● **What you need to do**:
In the records that follow, locate every line with "Tuck" and extract it.

--------------------

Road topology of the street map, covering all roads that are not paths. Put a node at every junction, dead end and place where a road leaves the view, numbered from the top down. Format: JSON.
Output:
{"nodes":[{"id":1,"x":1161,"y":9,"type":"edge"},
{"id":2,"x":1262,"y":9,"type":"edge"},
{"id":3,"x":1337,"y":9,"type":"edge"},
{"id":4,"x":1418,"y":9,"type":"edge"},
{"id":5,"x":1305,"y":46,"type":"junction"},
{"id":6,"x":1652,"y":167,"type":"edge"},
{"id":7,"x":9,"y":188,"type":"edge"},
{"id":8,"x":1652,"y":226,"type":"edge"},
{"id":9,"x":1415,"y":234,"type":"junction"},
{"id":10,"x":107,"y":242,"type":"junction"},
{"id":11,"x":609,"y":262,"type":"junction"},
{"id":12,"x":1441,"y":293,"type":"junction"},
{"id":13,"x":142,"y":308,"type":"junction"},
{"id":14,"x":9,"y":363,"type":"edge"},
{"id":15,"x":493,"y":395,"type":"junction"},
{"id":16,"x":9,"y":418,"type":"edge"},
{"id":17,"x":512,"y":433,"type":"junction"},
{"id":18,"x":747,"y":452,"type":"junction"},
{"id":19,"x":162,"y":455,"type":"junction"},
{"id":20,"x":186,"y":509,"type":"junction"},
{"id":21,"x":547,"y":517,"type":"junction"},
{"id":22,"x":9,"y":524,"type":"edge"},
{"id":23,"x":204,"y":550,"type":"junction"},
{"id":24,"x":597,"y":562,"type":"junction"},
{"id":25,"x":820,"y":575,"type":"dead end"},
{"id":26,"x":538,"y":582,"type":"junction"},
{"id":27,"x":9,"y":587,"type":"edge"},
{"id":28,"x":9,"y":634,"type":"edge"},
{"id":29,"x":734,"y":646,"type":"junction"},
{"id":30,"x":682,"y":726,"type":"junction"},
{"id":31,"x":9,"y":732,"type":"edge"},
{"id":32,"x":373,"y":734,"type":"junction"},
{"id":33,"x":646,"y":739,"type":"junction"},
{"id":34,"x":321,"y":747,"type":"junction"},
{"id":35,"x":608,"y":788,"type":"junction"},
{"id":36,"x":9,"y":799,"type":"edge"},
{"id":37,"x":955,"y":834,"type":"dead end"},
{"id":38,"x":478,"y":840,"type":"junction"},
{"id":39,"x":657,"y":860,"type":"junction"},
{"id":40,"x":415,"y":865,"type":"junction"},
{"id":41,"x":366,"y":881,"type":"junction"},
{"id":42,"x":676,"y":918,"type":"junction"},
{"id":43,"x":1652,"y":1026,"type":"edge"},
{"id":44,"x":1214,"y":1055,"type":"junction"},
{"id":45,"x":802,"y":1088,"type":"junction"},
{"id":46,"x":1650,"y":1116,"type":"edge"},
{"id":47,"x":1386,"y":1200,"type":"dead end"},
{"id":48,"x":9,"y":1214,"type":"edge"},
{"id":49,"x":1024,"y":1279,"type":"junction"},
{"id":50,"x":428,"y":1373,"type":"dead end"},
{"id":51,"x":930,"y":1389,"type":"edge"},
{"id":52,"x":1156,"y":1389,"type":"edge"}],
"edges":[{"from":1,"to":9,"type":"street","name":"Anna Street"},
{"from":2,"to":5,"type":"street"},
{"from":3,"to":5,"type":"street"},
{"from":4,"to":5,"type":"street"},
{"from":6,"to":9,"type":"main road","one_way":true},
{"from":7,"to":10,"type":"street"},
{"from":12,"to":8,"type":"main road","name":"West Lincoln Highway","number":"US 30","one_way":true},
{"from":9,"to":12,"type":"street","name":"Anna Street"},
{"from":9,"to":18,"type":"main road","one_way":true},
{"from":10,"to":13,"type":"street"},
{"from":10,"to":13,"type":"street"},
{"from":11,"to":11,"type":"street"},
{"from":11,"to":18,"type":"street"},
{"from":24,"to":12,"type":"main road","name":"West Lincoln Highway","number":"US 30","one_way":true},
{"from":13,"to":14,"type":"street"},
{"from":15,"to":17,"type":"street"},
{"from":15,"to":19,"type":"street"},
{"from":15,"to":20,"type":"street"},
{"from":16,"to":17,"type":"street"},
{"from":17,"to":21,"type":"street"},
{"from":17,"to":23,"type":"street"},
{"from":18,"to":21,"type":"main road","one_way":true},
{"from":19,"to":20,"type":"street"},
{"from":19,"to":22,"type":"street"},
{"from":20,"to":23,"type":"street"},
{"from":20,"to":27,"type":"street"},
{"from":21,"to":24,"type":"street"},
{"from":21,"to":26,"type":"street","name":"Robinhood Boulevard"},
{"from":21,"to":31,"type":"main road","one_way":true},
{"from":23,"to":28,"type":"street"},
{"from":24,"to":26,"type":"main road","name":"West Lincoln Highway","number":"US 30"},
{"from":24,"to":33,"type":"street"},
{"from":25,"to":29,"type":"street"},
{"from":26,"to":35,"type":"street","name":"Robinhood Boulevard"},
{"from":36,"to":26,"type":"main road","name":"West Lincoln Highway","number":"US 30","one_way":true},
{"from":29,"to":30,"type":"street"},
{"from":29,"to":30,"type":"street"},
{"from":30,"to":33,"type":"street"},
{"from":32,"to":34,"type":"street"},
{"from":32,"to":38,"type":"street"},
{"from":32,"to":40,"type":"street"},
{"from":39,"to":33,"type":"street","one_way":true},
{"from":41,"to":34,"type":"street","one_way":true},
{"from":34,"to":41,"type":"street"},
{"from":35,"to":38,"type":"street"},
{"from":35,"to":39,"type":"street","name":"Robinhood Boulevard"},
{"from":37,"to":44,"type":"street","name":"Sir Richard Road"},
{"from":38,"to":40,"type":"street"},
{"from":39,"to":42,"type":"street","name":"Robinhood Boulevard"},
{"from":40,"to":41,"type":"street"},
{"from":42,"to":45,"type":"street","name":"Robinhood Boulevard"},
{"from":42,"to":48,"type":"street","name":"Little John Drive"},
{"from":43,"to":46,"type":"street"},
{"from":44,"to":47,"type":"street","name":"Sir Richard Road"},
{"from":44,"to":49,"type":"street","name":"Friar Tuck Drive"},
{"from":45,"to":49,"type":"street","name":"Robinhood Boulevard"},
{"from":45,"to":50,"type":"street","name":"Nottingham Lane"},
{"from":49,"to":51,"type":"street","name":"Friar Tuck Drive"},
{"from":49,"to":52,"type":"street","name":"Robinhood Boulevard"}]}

--------------------

● **Response for this exercise**:
{"from":44,"to":49,"type":"street","name":"Friar Tuck Drive"},
{"from":49,"to":51,"type":"street","name":"Friar Tuck Drive"},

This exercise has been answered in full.